Saturday, August 23, 2014




Talent in baseball is not normally distributed. It is a pyramid. For every player who is 10 percent above the average player, there are probably twenty players who are 10 pecent below average. -  Bill James.

Note RPG is Runs Per Game, and is based my formula discussed in a previous blog post.




I love the work of Bill James, but I believe that this is one of the dumbest things that he has ever said. I believe that he is correct about the distribution of talent of players in the major leagues, and yet I believe that baseball talent is distributed normally FOR HUMANS ON EARTH. In fact, if you pay players millions of dollars to play a game that is considered fun so that almost any person on earth who could play the game would want to, what you will end up with is a group of people who were +4.25 on the normal curve. What, if this were true, would the talent distribution look like in major league baseball (or any other sport where the players are paid millions of dollars for that matter) look like? It would look like a pyramid. For every player who was 10 percent above average, there would be 20 players who were 20 percent below average. The fact that this is true does not dispute that baseball talent is normally distributed (among humans on earth), it helps to prove it.

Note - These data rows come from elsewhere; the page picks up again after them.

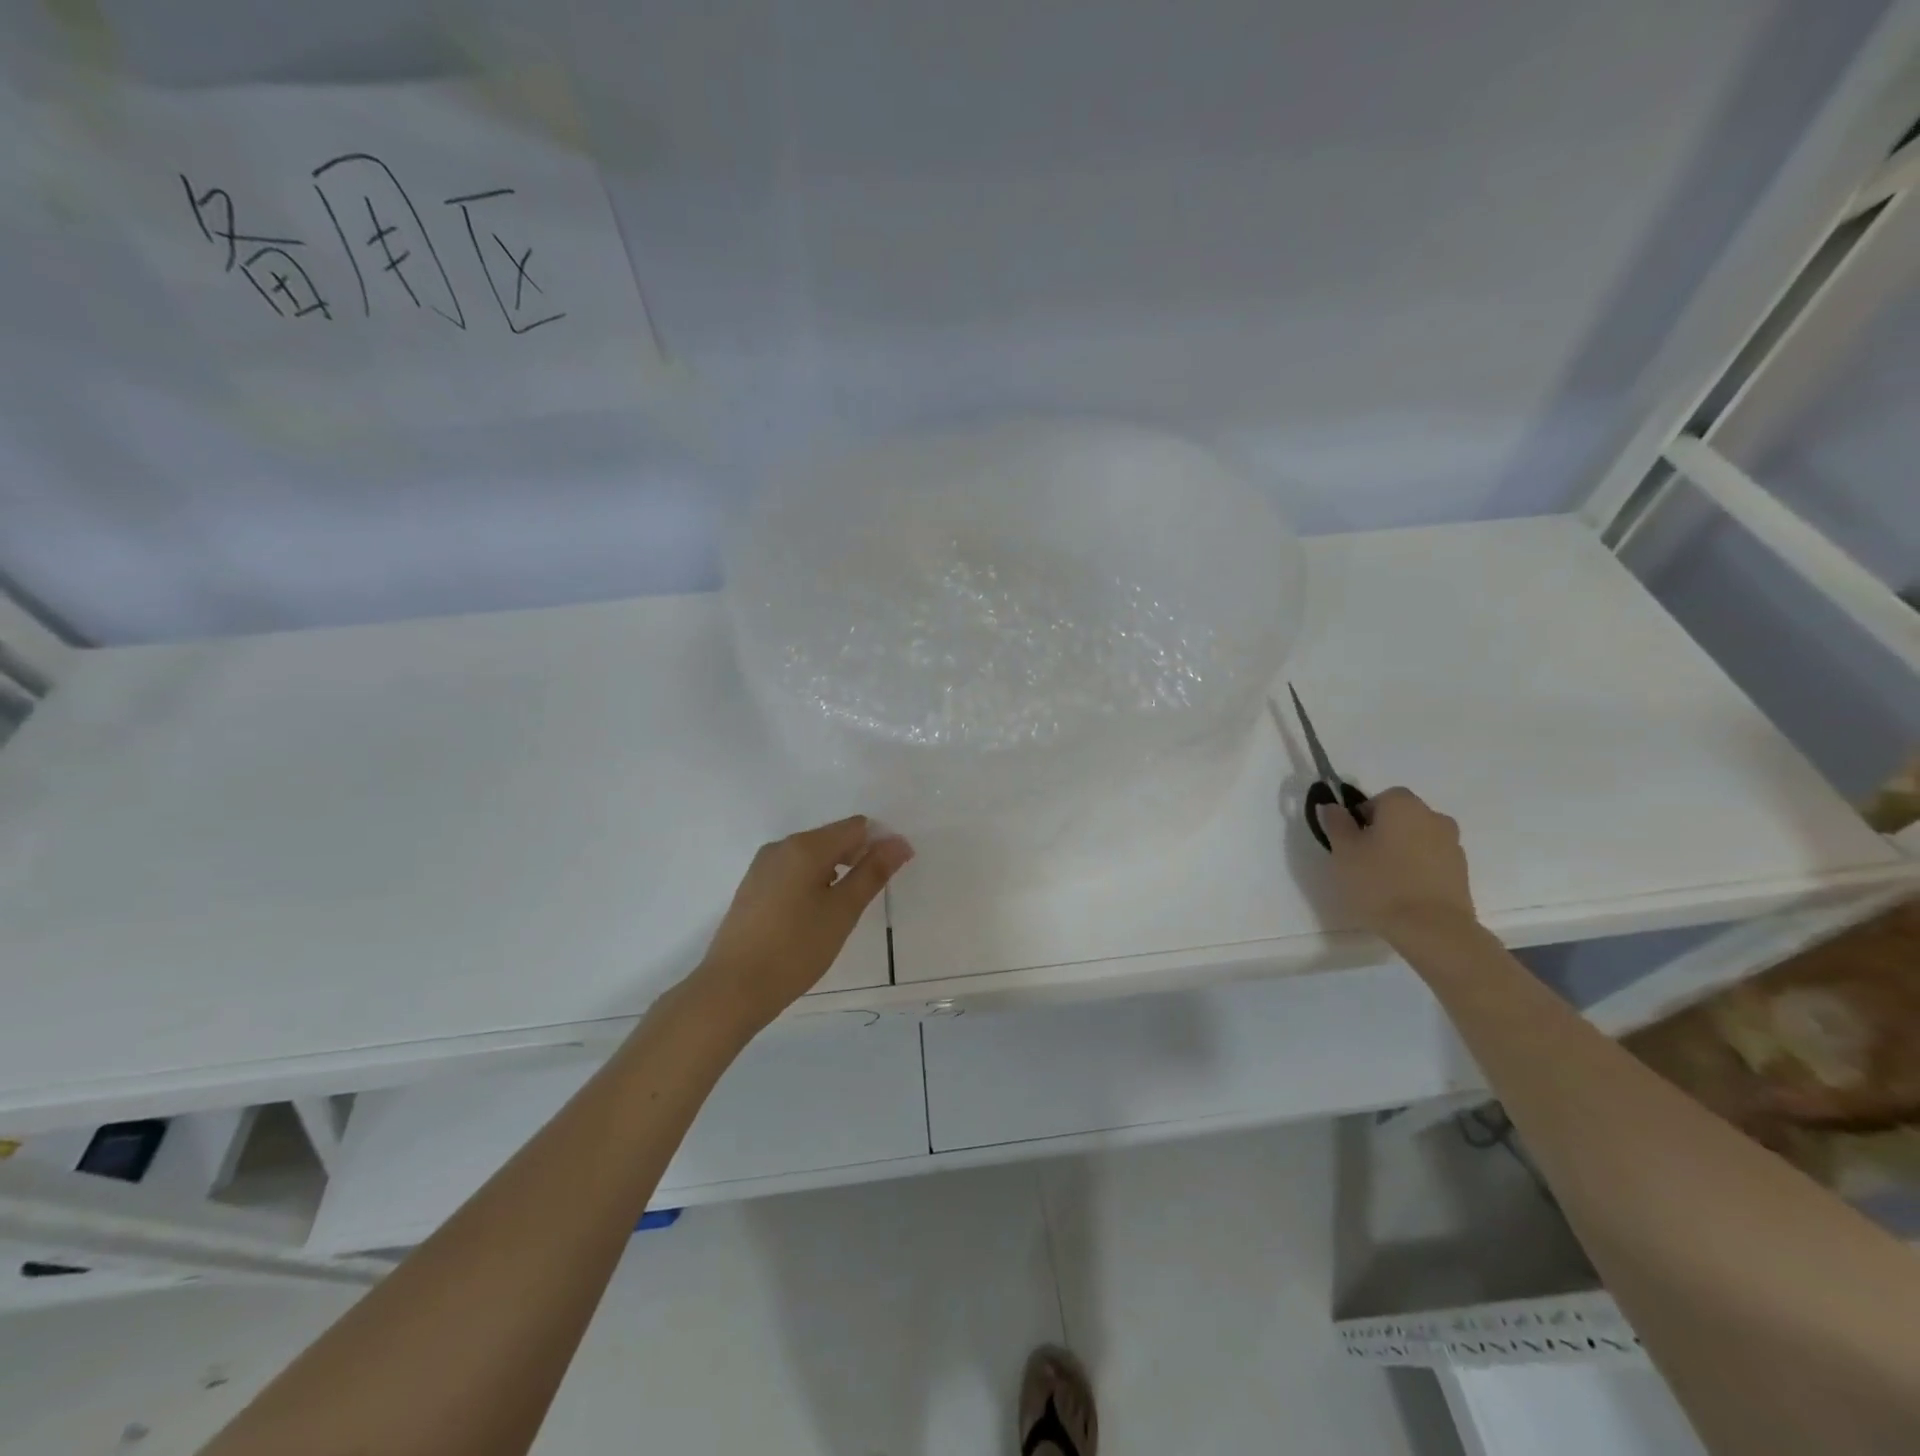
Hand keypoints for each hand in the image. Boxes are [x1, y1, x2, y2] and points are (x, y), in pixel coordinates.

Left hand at [688, 816, 912, 1036]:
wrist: (732, 989)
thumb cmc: (795, 948)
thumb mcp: (843, 911)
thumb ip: (873, 872)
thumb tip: (899, 842)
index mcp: (805, 846)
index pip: (855, 827)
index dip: (879, 845)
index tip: (889, 876)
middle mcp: (781, 847)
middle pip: (832, 838)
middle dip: (857, 859)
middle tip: (866, 899)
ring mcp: (762, 867)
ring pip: (811, 857)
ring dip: (834, 874)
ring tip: (841, 912)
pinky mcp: (752, 888)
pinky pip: (792, 872)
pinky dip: (812, 884)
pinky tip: (813, 916)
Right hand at [1318, 786, 1476, 941]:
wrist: (1432, 929)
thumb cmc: (1379, 883)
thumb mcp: (1343, 852)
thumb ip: (1336, 823)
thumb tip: (1333, 806)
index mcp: (1403, 805)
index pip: (1379, 798)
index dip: (1362, 817)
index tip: (1351, 841)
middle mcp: (1433, 816)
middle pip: (1401, 816)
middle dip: (1383, 831)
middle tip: (1364, 859)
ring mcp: (1452, 844)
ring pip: (1418, 838)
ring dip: (1403, 849)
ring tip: (1385, 879)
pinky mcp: (1462, 871)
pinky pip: (1432, 859)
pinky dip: (1419, 868)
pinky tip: (1405, 892)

Here is the Distribution of Batting RPG using my Formula. It batters from 1981-2013 with more than 250 At Bats and are not Pitchers.



Here is the same formula with a trend line-like formula going from 4.5 standard deviations to 5.29 standard deviations starting at the highest point on this chart.



There is not the hard cut off one might expect and hope for, but players play hurt, managers and GMs are not perfect judges of talent, players don’t play up to their talent level due to chance. Also, this is just batting that the players are being rated on.  Some of the players below the .5 RPG mark are Mark Belanger and Ozzie Smith.  The Max distribution is at .5 RPG, and is players with .5 and .51 runs per game. There are 271 Player seasons at that level, 5099 above it and 3155 below that point. It looks a little “normal-y” but I stand by Bill Jame’s analysis and my own.




If you want to see something that looks a bit more like a normal distribution look at RPG for pitchers all time:


Friday, August 22, 2014

Adjusted Range Factor

Who was the most valuable defensive player in 2013 during the regular season?

Andrelton Simmons, with Pedro Florimon a close 2nd; next question.  But can we quantify that?  I think that we can, and I think it can be done in an objective manner.  I think it can be done relying entirely on the statistics, without resorting to relying on anybody’s judgment.  Further I think that we can go into history and find out who was the best fielder of all time (Nap Lajoie, according to the stats I have, Bill James be damned) and what kind of a fielder was Babe Ruth really?  (Much much much better than you have been lead to believe)
I have read that there is good statistical proof that good defense keeps balls that are in play (Base Hits that are not home runs and outs that are not strike outs) from being hits and not pitching.  That is, there is proof that it is not a skill that appears constant from year to year for pitchers.  (The exception is apparently knuckleballers.)  I have also read that a good stat for total team defense is outs/balls in play:
Defensive Outs (DO) = IP*3-K
Balls in Play (BIP) = H-HR+IP*3-K +E
Team Defensive Rating = (DO)/(BIP)

The team that led the league in that statistic in 2013 was the Cincinnati Reds.  They converted .723 of batted balls into outs.  The worst team was The Colorado Rockies, who converted in-play balls into outs .684 percent of the time.  The league average was .701.  There are, however, 27 outs in a game, and Cincinnati and Colorado both managed get 27 batters out in most of their games.  One would expect, however, that if Colorado’s shortstop and Cincinnati’s shortstop got to 4.16 balls a game (the league average) Cincinnati’s had the better shortstop, but by how much?  Cincinnati’s shortstop’s range factor should be multiplied by 1.031 (=.723/.701) and Colorado’s shortstop’s range should be multiplied by .976 (=.684/.701) giving Colorado’s shortstop a range rating of 4.06 and Cincinnati’s shortstop 4.29.  If each shortstop played in an otherwise average defense, each would be expected to reach that many balls per game.  (Assists + Putouts – Errors) 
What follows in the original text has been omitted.